**EXERCISE GOAL:** Go through the data and copy each line where the word "name" shows up.

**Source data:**
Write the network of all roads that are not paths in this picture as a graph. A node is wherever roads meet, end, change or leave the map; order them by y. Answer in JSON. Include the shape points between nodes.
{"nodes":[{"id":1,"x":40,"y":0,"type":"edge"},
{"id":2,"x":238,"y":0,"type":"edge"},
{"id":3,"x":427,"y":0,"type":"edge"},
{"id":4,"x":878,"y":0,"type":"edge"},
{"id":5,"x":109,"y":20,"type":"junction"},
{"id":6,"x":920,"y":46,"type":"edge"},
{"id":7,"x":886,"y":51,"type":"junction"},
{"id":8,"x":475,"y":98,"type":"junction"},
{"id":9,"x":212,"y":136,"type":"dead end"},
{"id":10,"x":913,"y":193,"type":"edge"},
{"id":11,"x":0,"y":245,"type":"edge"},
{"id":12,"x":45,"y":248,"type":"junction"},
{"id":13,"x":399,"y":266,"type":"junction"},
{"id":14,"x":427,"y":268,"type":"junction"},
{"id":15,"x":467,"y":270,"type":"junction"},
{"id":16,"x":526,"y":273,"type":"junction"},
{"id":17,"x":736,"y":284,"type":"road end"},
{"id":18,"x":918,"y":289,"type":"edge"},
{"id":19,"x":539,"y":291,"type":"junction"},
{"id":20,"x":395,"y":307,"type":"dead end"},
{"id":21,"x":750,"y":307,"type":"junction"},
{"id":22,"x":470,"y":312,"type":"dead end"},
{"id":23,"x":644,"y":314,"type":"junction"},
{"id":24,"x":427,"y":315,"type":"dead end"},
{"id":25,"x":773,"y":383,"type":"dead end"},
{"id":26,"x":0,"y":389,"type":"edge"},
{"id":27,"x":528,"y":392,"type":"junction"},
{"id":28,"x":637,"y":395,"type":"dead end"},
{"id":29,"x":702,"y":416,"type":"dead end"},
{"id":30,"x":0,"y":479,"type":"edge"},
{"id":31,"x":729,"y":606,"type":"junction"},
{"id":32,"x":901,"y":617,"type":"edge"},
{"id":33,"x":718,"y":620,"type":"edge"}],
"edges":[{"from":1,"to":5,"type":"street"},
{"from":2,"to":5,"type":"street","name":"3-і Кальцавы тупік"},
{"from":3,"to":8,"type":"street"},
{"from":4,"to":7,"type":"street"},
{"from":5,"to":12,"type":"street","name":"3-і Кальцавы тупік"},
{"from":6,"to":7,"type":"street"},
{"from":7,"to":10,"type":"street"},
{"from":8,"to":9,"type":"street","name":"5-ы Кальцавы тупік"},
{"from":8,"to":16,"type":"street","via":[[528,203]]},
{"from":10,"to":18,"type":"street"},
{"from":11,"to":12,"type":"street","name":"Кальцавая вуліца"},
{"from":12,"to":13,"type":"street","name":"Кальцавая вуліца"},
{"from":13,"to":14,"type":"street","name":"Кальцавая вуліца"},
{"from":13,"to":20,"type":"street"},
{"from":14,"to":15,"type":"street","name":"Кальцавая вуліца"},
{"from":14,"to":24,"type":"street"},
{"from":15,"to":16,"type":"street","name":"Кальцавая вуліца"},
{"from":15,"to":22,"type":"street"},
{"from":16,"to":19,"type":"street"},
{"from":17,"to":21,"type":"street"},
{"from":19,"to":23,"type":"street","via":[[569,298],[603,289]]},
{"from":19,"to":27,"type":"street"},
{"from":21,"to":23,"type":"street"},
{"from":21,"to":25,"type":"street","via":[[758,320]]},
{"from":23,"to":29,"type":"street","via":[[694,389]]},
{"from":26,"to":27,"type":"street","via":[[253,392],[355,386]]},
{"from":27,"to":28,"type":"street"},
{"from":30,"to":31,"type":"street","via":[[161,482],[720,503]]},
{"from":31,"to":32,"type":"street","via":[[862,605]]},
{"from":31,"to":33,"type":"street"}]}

**SOLUTION TO THIS TASK:**
{"from":2,"to":5,"type":"street","name":"3-і Кальцавы тупік"},
{"from":5,"to":12,"type":"street","name":"3-і Кальцавы тупік"},
{"from":8,"to":9,"type":"street","name":"5-ы Кальцавы тупік"},
{"from":11,"to":12,"type":"street","name":"Кальцавая вуліца"},
{"from":12,"to":13,"type":"street","name":"Кальцавая вуліца"},
{"from":13,"to":14,"type":"street","name":"Кальцавая вуліца"},
{"from":14,"to":15,"type":"street","name":"Кальцавая вуліца"},
{"from":15,"to":16,"type":"street","name":"Кальцавая вуліца"},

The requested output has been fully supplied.